Task statement
Copy out the whole listing below exactly.

________________________

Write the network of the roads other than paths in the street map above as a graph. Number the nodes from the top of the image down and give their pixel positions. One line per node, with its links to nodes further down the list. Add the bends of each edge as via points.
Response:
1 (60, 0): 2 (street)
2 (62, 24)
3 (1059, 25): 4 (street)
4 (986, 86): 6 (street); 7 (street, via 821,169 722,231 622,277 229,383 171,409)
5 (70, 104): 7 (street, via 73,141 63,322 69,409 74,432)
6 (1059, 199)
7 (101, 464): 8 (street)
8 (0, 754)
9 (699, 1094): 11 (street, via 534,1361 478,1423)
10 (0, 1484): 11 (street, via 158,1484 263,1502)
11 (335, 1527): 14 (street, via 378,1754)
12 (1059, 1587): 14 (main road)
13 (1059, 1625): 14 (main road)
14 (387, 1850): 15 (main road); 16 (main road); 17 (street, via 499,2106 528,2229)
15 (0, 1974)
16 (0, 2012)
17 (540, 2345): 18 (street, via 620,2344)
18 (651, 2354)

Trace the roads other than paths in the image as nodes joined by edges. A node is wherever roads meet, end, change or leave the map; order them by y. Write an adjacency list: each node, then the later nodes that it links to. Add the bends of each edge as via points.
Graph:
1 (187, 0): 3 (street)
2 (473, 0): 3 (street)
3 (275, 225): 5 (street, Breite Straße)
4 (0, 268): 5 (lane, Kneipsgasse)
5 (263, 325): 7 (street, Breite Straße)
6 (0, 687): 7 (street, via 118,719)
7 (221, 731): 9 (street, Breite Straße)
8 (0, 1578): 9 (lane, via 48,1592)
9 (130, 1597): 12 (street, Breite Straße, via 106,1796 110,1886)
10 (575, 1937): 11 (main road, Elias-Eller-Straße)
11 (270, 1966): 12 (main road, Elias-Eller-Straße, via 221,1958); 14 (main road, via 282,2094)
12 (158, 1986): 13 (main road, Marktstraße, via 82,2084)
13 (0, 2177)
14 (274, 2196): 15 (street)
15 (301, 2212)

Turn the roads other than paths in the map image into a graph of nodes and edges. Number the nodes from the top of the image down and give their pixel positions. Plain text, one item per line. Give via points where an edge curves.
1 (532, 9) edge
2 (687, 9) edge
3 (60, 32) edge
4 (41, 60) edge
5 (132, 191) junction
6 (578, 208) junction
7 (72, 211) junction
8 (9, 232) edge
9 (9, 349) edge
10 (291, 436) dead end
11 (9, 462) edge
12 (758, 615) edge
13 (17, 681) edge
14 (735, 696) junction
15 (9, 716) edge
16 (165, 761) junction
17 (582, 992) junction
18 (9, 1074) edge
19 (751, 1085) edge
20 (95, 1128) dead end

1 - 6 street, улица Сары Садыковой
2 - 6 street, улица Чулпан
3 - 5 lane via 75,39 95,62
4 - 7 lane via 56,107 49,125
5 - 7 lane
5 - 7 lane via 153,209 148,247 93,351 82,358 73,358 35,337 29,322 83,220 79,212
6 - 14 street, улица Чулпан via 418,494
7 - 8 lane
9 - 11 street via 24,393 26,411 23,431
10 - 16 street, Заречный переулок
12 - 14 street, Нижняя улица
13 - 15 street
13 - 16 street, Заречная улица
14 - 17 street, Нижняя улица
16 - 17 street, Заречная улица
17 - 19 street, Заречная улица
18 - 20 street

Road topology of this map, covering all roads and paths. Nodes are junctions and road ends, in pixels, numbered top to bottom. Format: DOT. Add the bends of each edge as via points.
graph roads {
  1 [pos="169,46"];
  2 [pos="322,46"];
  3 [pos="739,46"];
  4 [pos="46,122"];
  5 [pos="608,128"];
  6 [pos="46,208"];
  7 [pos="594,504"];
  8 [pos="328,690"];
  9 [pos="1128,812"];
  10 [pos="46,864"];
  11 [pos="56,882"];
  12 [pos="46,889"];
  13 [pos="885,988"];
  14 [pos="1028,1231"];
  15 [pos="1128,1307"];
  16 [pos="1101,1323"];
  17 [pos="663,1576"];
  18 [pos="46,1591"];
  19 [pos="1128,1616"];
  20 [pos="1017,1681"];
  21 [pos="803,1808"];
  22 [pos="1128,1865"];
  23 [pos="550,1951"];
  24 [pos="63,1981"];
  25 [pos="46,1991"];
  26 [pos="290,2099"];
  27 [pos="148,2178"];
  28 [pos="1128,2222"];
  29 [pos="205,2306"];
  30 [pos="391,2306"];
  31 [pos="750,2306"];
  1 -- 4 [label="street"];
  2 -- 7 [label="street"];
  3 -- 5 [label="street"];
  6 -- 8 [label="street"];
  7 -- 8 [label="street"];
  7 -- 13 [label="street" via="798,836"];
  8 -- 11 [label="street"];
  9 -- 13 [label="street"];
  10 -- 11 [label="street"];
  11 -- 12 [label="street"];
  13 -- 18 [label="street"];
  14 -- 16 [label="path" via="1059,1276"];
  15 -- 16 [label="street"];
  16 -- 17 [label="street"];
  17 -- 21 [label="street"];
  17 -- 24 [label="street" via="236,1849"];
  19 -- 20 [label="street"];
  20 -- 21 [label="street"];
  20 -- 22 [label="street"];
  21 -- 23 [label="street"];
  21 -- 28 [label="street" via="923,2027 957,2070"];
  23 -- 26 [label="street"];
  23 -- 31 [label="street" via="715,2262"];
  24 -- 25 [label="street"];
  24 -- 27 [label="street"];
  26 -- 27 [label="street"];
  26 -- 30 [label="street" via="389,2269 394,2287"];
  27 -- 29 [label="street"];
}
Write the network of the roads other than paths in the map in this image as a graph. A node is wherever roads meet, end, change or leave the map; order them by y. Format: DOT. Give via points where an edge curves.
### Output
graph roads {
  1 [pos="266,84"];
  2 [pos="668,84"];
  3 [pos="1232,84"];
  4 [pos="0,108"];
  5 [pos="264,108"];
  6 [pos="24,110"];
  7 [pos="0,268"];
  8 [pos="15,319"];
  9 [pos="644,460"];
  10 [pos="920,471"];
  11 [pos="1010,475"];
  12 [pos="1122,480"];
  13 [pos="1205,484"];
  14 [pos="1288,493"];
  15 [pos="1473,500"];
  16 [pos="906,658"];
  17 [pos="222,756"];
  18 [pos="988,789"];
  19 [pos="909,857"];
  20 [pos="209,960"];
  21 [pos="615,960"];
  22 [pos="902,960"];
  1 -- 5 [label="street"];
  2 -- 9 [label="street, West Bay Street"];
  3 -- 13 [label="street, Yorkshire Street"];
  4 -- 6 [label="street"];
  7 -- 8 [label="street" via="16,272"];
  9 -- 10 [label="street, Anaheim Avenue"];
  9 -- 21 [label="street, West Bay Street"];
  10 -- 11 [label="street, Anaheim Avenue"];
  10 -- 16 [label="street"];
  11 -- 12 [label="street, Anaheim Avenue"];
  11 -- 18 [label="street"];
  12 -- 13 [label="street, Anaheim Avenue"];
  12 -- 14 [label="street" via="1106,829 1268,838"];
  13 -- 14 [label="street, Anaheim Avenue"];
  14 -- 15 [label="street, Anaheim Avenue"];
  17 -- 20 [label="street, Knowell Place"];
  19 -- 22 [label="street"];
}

________________________

Exercise result
Write the network of the roads other than paths in the street map above as a graph. Number the nodes from the top of the image down and give their pixel positions. One line per node, with its links to nodes further down the list. Add the bends of each edge as via points.
Response:
1 (60, 0): 2 (street)
2 (62, 24)
3 (1059, 25): 4 (street)
4 (986, 86): 6 (street); 7 (street, via 821,169 722,231 622,277 229,383 171,409)
5 (70, 104): 7 (street, via 73,141 63,322 69,409 74,432)
6 (1059, 199)
7 (101, 464): 8 (street)
8 (0, 754)
9 (699, 1094): 11 (street, via 534,1361 478,1423)
10 (0, 1484): 11 (street, via 158,1484 263,1502)
11 (335, 1527): 14 (street, via 378,1754)
12 (1059, 1587): 14 (main road)
13 (1059, 1625): 14 (main road)
14 (387, 1850): 15 (main road); 16 (main road); 17 (street, via 499,2106 528,2229)
15 (0, 1974)
16 (0, 2012)
17 (540, 2345): 18 (street, via 620,2344)
18 (651, 2354)

Trace the roads other than paths in the image as nodes joined by edges. A node is wherever roads meet, end, change or leave the map; order them by y. Write an adjacency list: each node, then the later nodes that it links to. Add the bends of each edge as via points.
Graph:
1 (187, 0): 3 (street)
2 (473, 0): 3 (street)
3 (275, 225): 5 (street, Breite Straße)
4 (0, 268): 5 (lane, Kneipsgasse)
5 (263, 325): 7 (street, Breite Straße)
6 (0, 687): 7 (street, via 118,719)
7 (221, 731): 9 (street, Breite Straße)
8 (0, 1578): 9 (lane, via 48,1592)
9 (130, 1597): 12 (street, Breite Straße, via 106,1796 110,1886)
10 (575, 1937): 11 (main road, Elias-Eller-Straße)
11 (270, 1966): 12 (main road, Elias-Eller-Straße, via 221,1958); 14 (main road, via 282,2094)
12 (158, 1986): 13 (main road, Marktstraße, via 82,2084)
13 (0, 2177)
14 (274, 2196): 15 (street)
15 (301, 2212)

Turn the roads other than paths in the map image into a graph of nodes and edges. Number the nodes from the top of the image down and give their pixel positions. Plain text, one item per line. Give via points where an edge curves.
1 (532, 9) edge
2 (687, 9) edge
3 (60, 32) edge
4 (41, 60) edge
5 (132, 191) junction
6 (578, 208) junction
7 (72, 211) junction
8 (9, 232) edge
9 (9, 349) edge
10 (291, 436) dead end
11 (9, 462) edge
12 (758, 615) edge
13 (17, 681) edge
14 (735, 696) junction
15 (9, 716) edge
16 (165, 761) junction
17 (582, 992) junction
18 (9, 1074) edge
19 (751, 1085) edge
20 (95, 1128) dead end

1 - 6 street, улица Сары Садыковой
2 - 6 street, улица Чулпан
3 - 5 lane via 75,39 95,62
4 - 7 lane via 56,107 49,125
5 - 7 lane
5 - 7 lane via 153,209 148,247 93,351 82,358 73,358 35,337 29,322 83,220 79,212
6 - 14 street, улица Чулпан via 418,494
7 - 8 lane
9 - 11 street via 24,393 26,411 23,431
10 - 16 street, Заречный переулок
12 - 14 street, Нижняя улица
13 - 15 street
13 - 16 street, Заречная улица
14 - 17 street, Нижняя улица
16 - 17 street, Заречная улица
17 - 19 street, Заречная улица
18 - 20 street

Road topology of this map, covering all roads and paths. Nodes are junctions and road ends, in pixels, numbered top to bottom. Format: DOT. Add the bends of each edge as via points.
graph roads {
  1 [pos="169,46"];
  2 [pos="322,46"];
  3 [pos="739,46"];
  4 [pos="46,122"];
  5 [pos="608,128"];
  6 [pos="46,208"];
  7 [pos="594,504"];
  8 [pos="328,690"];
  9 [pos="1128,812"];
  10 [pos="46,864"];
  11 [pos="56,882"];
  12 [pos="46,889"];
  13 [pos="885,988"];
  14 [pos="1028,1231"];
  15 [pos="1128,1307"];
  16 [pos="1101,1323"];
  17 [pos="663,1576"];
  18 [pos="46,1591"];
  19 [pos="1128,1616"];
  20 [pos="1017,1681"];
  21 [pos="803,1808"];
  22 [pos="1128,1865"];
  23 [pos="550,1951"];
  24 [pos="63,1981"];
  25 [pos="46,1991"];
  26 [pos="290,2099"];
  27 [pos="148,2178"];
  28 [pos="1128,2222"];
  29 [pos="205,2306"];
  30 [pos="391,2306"];
  31 [pos="750,2306"];
  1 -- 4 [label="street"];
  2 -- 7 [label="street"];
  3 -- 5 [label="street"];
  6 -- 8 [label="street"];
  7 -- 8 [label="street"];
  7 -- 13 [label="street" via="798,836"];
  8 -- 11 [label="street"];
  9 -- 13 [label="street"];
  10 -- 11 [label="street"];
  11 -- 12 [label="street"];
  13 -- 18 [label="street"];
  14 -- 16 [label="path" via="1059,1276"];
  15 -- 16 [label="street"];
  16 -- 17 [label="street"];
  17 -- 21 [label="street"];
  17 -- 24 [label="street" via="236,1849"];
  19 -- 20 [label="street"];
  20 -- 21 [label="street"];
  20 -- 22 [label="street"];
  21 -- 23 [label="street"];
  21 -- 28 [label="street" via="923,2027 957,2070"];
  23 -- 26 [label="street"];
  23 -- 31 [label="street" via="715,2262"];
  24 -- 25 [label="street"];
  24 -- 27 [label="street"];
  26 -- 27 [label="street"];
  26 -- 30 [label="street" via="389,2269 394,2287"];
  27 -- 29 [label="street"];
}
Write the network of the roads other than paths in the map in this image as a graph. A node is wherever roads meet, end, change or leave the map; order them by y. Format: DOT. Give via points where an edge curves.
### Output
graph roads {
  1 [pos="266,84"];
  2 [pos="668,84"];
  3 [pos="1232,84"];
  4 [pos="0,108"];
  5 [pos="264,108"];
  6 [pos="24,110"];
  7 [pos="0,268"];
  8 [pos="15,319"];
  9 [pos="644,460"];
  10 [pos="920,471"];
  11 [pos="1010,475"];
  12 [pos="1122,480"];
  13 [pos="1205,484"];
  14 [pos="1288,493"];
  15 [pos="1473,500"];
  16 [pos="906,658"];
  17 [pos="222,756"];
  18 [pos="988,789"];
  19 [pos="909,857"];
  20 [pos="209,960"];
  21 [pos="615,960"];
  22 [pos="902,960"];
  1 -- 5 [label="street"];
  2 -- 9 [label="street, West Bay Street"];
  3 -- 13 [label="street, Yorkshire Street"];
  4 -- 6 [label="street"];
  7 -- 8 [label="street" via="16,272"];
  9 -- 10 [label="street, Anaheim Avenue"];
  9 -- 21 [label="street, West Bay Street"];
  10 -- 11 [label="street, Anaheim Avenue"];
  10 -- 16 [label="street"];
  11 -- 12 [label="street, Anaheim Avenue"];
  11 -- 18 [label="street"];
  12 -- 13 [label="street, Anaheim Avenue"];
  12 -- 14 [label="street" via="1106,829 1268,838"];
  13 -- 14 [label="street, Anaheim Avenue"];
  14 -- 15 [label="street, Anaheim Avenue"];
  17 -- 20 [label="street, Knowell Place"];
  19 -- 22 [label="street"];
}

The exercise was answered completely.